Required work ->
Your answer should consist of the lines in the listing that hold "roads".

Data for this task ->
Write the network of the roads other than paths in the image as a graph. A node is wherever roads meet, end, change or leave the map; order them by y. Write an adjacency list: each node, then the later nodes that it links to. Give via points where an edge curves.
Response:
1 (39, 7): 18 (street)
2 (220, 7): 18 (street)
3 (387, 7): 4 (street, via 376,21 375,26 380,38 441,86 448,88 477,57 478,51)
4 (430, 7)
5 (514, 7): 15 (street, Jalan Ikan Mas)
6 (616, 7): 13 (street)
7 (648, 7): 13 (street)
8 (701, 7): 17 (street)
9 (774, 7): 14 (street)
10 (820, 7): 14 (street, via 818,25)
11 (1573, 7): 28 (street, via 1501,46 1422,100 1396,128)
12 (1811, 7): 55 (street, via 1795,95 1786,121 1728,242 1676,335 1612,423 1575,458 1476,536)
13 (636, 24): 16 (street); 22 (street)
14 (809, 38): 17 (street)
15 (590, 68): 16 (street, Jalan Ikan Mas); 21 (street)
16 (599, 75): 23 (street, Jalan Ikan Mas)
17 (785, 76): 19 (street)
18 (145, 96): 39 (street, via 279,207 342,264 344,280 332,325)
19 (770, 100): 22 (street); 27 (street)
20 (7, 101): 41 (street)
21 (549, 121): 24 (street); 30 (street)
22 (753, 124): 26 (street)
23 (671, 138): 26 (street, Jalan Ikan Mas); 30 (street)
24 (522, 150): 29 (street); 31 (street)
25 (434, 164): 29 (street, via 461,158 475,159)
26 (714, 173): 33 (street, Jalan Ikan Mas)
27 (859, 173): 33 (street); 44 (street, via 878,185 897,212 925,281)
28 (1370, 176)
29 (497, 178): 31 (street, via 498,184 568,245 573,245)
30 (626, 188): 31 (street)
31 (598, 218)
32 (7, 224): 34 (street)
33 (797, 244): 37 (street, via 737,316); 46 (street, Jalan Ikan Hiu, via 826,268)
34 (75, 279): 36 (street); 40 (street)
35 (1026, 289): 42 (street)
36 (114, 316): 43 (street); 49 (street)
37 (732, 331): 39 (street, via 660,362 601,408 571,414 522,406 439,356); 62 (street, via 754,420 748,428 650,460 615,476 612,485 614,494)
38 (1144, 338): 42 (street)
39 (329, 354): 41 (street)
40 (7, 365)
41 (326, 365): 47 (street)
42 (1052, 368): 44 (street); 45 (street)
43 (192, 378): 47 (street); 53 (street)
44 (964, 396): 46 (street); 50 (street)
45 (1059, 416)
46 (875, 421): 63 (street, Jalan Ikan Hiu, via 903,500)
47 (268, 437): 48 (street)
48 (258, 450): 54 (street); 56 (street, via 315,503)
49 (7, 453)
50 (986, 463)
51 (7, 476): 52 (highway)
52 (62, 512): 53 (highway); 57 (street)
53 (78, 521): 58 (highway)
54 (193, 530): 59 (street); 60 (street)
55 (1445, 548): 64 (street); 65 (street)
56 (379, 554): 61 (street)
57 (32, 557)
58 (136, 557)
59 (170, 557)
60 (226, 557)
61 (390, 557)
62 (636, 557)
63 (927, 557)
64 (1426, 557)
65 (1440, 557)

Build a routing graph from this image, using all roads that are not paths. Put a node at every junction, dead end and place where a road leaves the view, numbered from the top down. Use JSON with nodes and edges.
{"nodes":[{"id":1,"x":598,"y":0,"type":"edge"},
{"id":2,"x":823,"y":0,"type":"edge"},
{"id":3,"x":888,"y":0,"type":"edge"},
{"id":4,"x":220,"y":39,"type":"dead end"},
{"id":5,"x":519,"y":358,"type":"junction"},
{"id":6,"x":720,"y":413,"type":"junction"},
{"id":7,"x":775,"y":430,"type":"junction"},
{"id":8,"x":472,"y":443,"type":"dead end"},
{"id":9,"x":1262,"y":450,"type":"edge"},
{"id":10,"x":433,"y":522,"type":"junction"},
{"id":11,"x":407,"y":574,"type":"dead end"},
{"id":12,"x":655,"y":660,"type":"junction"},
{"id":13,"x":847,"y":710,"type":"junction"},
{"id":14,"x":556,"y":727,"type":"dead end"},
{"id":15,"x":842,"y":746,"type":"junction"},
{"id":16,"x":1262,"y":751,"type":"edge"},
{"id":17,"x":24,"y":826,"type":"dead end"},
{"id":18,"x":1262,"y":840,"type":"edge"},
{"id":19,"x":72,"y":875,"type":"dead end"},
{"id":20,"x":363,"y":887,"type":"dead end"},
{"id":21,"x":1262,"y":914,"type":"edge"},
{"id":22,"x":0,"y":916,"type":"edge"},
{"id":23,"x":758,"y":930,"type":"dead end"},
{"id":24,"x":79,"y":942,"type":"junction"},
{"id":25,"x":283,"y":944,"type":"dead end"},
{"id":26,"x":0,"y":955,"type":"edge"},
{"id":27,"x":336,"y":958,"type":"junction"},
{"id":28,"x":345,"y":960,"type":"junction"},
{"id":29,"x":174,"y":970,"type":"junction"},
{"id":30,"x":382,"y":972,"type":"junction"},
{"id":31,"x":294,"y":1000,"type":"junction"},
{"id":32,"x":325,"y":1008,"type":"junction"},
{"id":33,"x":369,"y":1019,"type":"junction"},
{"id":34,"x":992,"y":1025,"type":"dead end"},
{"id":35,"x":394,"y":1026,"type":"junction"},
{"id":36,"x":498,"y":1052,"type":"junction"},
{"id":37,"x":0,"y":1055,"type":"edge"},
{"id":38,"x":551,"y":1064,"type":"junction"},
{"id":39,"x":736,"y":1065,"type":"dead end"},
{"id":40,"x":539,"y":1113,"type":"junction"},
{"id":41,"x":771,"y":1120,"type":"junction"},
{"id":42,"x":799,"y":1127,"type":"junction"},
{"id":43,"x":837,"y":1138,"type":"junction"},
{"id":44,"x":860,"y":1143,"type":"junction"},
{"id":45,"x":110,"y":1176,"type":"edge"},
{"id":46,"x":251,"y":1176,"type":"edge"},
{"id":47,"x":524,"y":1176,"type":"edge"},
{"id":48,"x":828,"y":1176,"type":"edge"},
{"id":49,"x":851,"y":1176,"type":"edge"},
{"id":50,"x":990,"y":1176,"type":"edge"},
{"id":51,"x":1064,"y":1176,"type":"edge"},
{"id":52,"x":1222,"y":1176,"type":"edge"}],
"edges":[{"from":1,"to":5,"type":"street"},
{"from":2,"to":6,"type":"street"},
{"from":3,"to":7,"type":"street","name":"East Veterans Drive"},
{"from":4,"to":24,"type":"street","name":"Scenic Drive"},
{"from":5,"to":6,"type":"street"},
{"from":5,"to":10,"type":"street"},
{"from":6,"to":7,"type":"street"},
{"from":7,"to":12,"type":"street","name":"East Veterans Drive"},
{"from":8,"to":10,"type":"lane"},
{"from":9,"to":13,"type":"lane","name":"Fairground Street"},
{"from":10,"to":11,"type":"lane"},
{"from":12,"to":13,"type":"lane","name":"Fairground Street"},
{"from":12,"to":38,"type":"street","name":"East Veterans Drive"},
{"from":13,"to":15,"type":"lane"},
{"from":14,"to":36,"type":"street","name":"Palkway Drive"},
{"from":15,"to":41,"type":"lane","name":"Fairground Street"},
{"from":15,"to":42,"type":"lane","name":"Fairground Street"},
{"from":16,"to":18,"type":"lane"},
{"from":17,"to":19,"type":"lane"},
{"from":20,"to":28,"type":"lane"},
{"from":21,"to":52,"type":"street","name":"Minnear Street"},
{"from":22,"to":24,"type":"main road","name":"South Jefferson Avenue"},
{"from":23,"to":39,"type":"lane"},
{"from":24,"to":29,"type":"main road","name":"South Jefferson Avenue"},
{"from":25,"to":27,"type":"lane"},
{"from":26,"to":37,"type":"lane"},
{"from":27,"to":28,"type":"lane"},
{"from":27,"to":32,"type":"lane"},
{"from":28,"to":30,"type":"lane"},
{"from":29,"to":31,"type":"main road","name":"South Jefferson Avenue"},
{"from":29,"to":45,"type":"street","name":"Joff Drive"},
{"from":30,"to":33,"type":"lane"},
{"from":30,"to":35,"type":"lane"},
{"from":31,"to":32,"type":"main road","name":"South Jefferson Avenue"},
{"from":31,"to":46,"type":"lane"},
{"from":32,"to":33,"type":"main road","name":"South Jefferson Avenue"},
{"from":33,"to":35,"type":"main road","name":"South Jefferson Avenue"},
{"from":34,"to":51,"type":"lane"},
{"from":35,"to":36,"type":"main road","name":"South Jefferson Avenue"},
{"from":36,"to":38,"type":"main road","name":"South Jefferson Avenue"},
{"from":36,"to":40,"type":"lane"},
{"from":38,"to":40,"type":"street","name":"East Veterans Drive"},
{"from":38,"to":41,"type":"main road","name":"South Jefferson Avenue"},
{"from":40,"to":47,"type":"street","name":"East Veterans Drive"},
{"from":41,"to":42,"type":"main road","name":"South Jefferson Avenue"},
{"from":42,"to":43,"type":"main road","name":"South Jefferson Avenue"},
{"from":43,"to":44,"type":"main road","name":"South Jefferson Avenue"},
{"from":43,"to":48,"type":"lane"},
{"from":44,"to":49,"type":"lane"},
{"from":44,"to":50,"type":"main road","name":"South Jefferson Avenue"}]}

Exercise response ->
Write the network of the roads other than paths in the image as a graph. A node is wherever roads meet, end, change or leave the map; order them by y. Write an adjacency list: each node, then the later nodes that it links to. Give via points where an edge curves.
Build a routing graph from this image, using all roads that are not paths. Put a node at every junction, dead end and place where a road leaves the view, numbered from the top down. Use JSON with nodes and edges.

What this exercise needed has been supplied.